Today, the wilderness areas of Tulare County are known to hikers and mountaineers worldwide, and tens of thousands use and enjoy them each summer.
All of this sounds innocent enough, so why do many local residents find the concept of wilderness so objectionable? Two reasons usually come up.
The first argument is that wilderness limits economic activity, even though over 97% of the land base of the 48 states remains outside the system. The other reason is that wilderness is exclusionary, denying use of the land to those who will not or cannot walk to enjoy it.
It will not surprise readers of this column that I don’t find either of these arguments particularly compelling. Are we really so desperate economically that we cannot afford to set aside less than 3% of the acreage contained within the forty-eight states for something other than commerce?
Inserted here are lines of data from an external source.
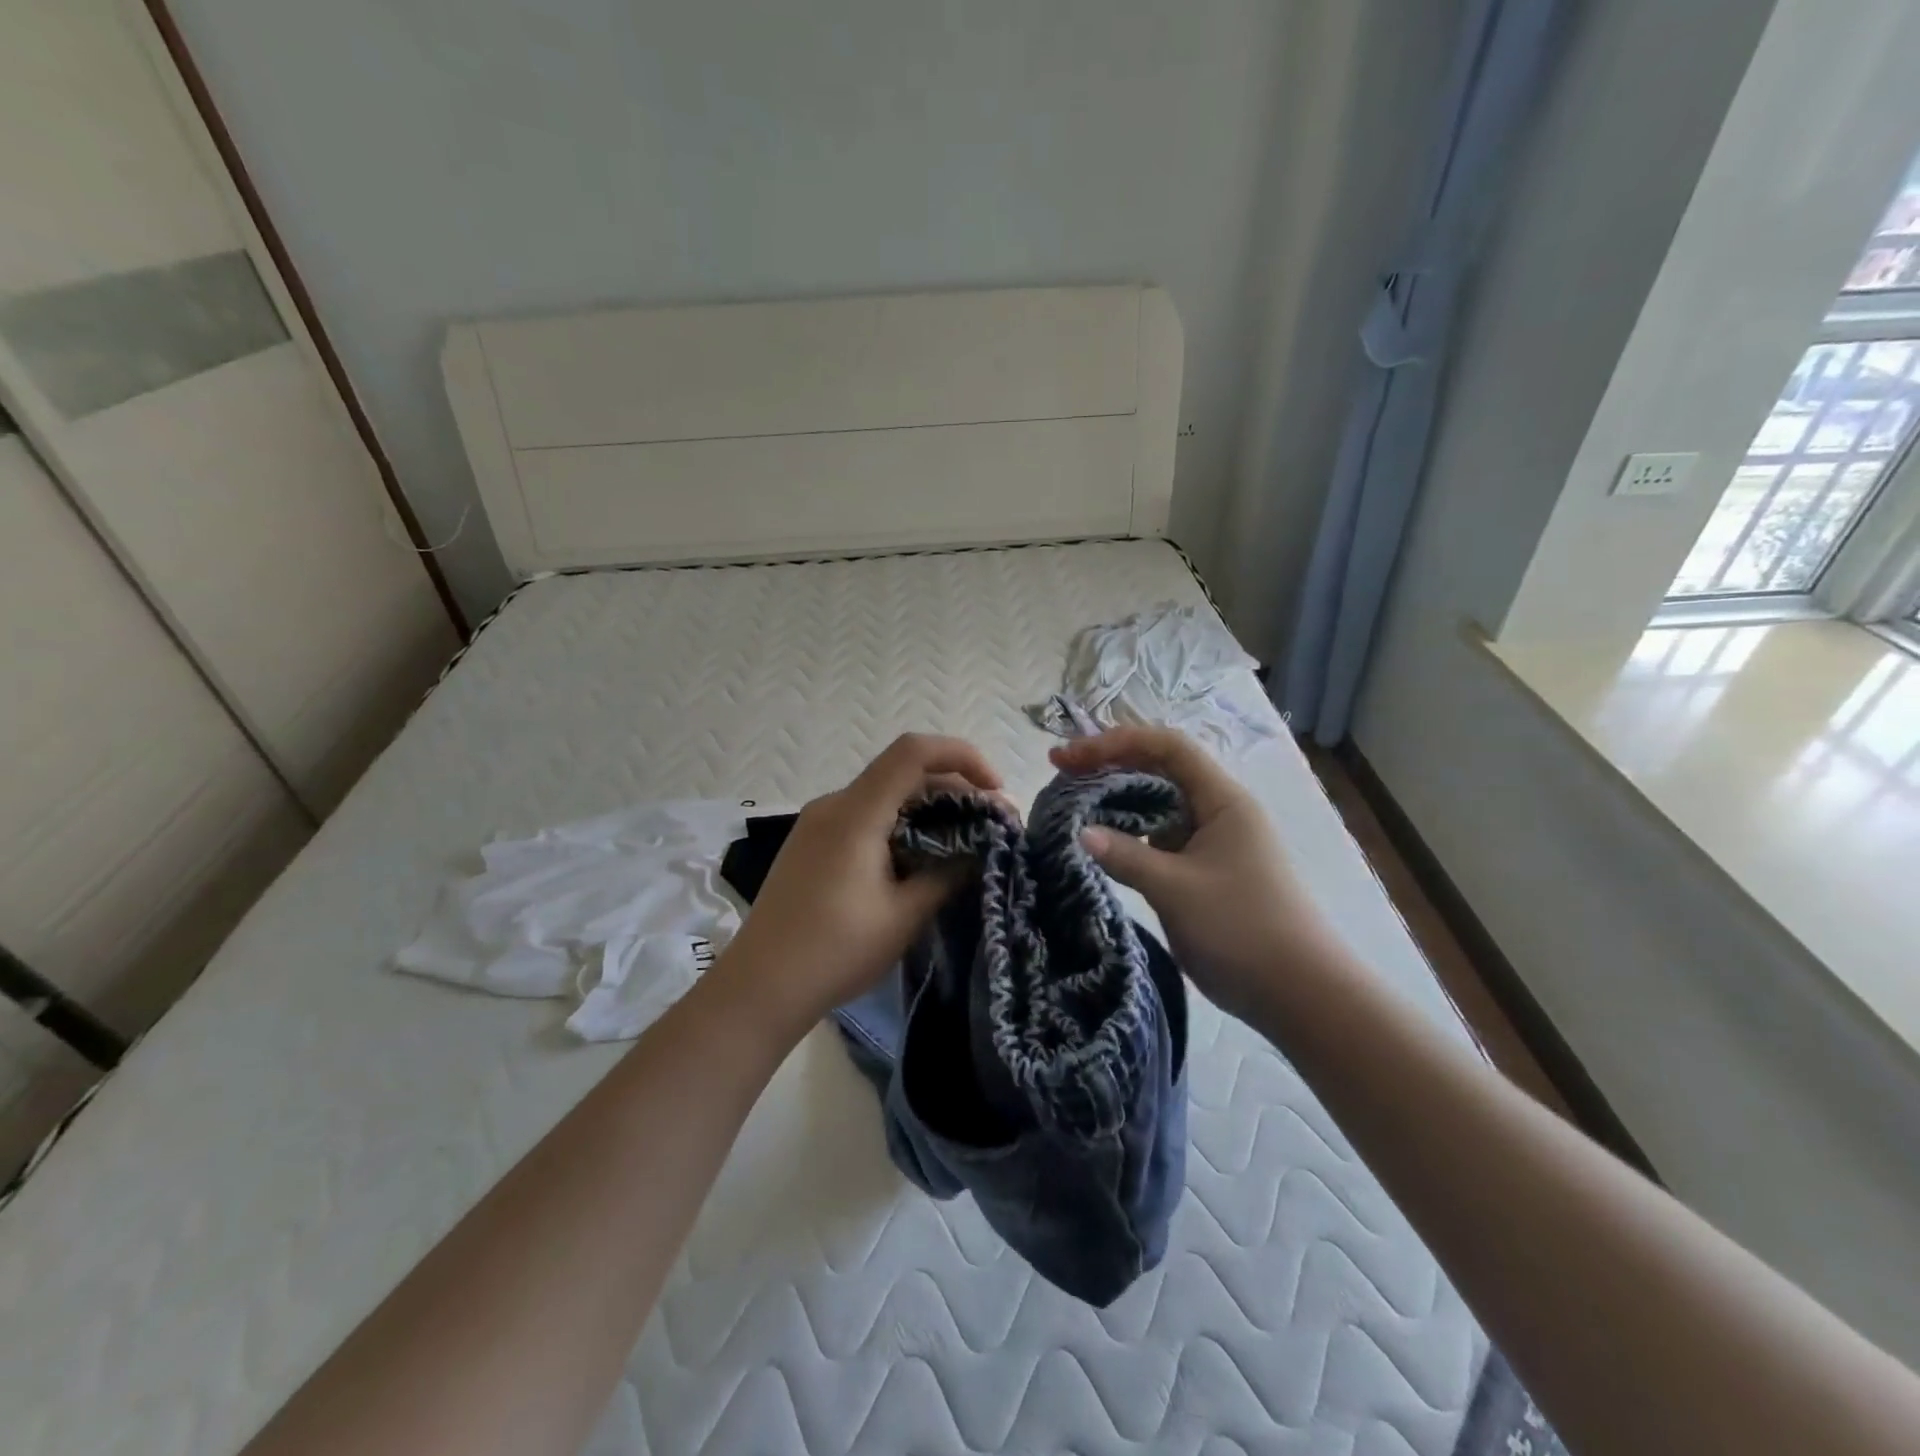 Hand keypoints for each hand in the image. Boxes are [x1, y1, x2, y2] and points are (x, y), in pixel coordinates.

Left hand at [718, 733, 1002, 1031]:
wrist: (759, 987)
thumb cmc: (835, 951)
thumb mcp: (903, 916)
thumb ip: (947, 875)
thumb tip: (978, 851)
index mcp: (855, 813)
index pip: (913, 753)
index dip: (962, 756)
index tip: (995, 791)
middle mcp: (834, 805)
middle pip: (902, 772)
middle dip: (954, 789)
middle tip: (991, 824)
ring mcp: (818, 823)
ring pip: (884, 795)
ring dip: (928, 808)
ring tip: (963, 841)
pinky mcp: (812, 843)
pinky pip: (865, 815)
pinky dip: (901, 823)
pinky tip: (919, 856)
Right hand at [1049, 726, 1340, 1020]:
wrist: (1299, 993)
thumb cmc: (1242, 930)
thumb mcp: (1176, 890)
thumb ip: (1125, 856)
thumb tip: (1078, 832)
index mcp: (1221, 800)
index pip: (1166, 747)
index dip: (1116, 742)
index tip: (1070, 756)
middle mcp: (1217, 810)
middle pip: (1159, 769)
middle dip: (1110, 765)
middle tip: (1062, 773)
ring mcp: (1211, 841)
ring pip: (1157, 804)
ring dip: (1117, 799)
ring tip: (1073, 804)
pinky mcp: (1204, 869)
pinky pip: (1159, 837)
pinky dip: (1128, 833)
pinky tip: (1101, 843) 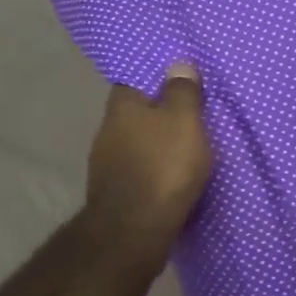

I doubt it, especially when you consider that most of the land involved is either desert or high mountain country.
And is wilderness “exclusionary?” Well yes, in a certain way, it is. Wilderness is closed to machines like 4×4 trucks, ATVs, motorized trail bikes, and even bicycles. But so are most churches, schools, city parks, and shopping centers, and we don’t seem to think that these are unreasonable closures.
At its heart, wilderness is a form of respect for the beautiful planet we inhabit. Wilderness allows us to enjoy nature on its terms rather than our own. It is, if you think this way, a recognition of God’s handiwork.
Personally, I’ll be toasting the 50th anniversary of the Wilderness Act this coming Wednesday. I hope that you’ll join me.